Keinginan memperoleh penghargaan lebih dari sertifikat, yakni penghidupan yang lebih terjamin, sudah barang tentu jika dilihat secara sepintas dari acara IBM Indonesia tersebut, merupakan sesuatu di luar konteks. IBM, dan perusahaan lain, memiliki cara tersendiri untuk rekrutmen dan terpisah dengan kegiatan insidentil seperti ini. Prosesnya bisa lebih panjang, lebih berat konsekuensi legalnya, dan seandainya mereka memang mulai melirik kepada tenaga TI dengan latar belakang Open Source, saya malah lebih berharap raupannya lebih luas. Jadi bukan hanya meloloskan sedikit dari mereka yang berada di puncak gunung ramai-ramai isu Open Source ini.
Saya faham hal ini tidak mudah. Banyak faktor lain dalam persoalan tenaga kerja. Relokasi pekerjaan ke Indonesia saja lebih tidak terdengar dibanding beberapa negara lain semisal Cina dan India. Kendati secara individu barangkali beberapa tenaga ahli kita tidak kalah dengan negara lain tersebut, secara komunitas masih perlu waktu. Sedangkan jika individu yang dipakai sebagai patokan, maka penampakan bibit unggul baru terlihat lewat seleksi yang sangat terbatas seperti acara IBM Indonesia tersebut. Atau dengan perkataan lain: kualitas tenaga ahli kita dilihat oleh orang luar seperti IBM baru pada level acara seperti “kualifikasi idols”.

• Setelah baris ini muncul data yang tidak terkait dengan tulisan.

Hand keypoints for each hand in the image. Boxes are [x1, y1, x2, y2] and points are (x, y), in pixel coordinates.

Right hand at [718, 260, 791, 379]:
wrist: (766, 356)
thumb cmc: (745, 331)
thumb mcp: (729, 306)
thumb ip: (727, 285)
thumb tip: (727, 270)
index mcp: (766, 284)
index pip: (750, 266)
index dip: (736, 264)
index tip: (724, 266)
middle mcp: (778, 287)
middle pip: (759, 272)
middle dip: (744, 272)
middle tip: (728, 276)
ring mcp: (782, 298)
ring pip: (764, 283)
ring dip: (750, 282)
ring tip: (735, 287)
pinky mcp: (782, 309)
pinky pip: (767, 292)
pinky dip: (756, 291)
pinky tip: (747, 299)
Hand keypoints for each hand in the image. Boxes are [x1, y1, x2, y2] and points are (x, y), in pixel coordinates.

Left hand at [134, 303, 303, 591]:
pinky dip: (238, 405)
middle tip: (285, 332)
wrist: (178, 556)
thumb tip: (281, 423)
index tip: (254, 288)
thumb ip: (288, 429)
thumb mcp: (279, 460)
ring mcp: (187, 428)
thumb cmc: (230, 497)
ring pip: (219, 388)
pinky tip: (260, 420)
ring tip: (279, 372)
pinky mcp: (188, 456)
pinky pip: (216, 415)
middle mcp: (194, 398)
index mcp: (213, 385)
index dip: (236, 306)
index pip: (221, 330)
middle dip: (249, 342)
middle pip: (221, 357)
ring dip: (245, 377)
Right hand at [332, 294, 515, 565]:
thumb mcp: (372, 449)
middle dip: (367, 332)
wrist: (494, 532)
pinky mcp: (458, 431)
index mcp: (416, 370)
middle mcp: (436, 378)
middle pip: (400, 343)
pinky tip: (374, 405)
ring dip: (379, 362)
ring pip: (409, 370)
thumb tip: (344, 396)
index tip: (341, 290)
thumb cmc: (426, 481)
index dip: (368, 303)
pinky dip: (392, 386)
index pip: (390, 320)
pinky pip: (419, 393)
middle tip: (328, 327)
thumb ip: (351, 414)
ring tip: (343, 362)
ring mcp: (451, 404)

Tentu saja tidak usah gusar dan tidak perlu menunggu atau menyalahkan siapa saja. Mari kita menghargai di antara kita terlebih dahulu. Yang kita angkat dan acung salut adalah kerja keras dan ikhtiar sungguh-sungguh. Karena hal tersebut adalah harga yang sewajarnya dari jerih-payah yang telah dibuktikan oleh si pelaku.
Silakan ditafsirkan penghargaan tersebut sesuai kapasitas masing-masing. Bagi saya sendiri jelas: acung dua jempol untuk Idban Secandri atas sepak terjangnya selama ini. Apabila harapan Idban pada tulisan tersebut menjadi inspirasi bagi mereka yang punya jalan untuk merealisasikannya, saya bertambah senang karena hal itu akan melengkapi.
[3 Agu] Budi Rahardjo menulis tentang kemajuan dalam hal riset yang diperoleh dari buklet kecil IBM Research: The evolution of innovation at IBM.
iya, salut deh buat pak idban!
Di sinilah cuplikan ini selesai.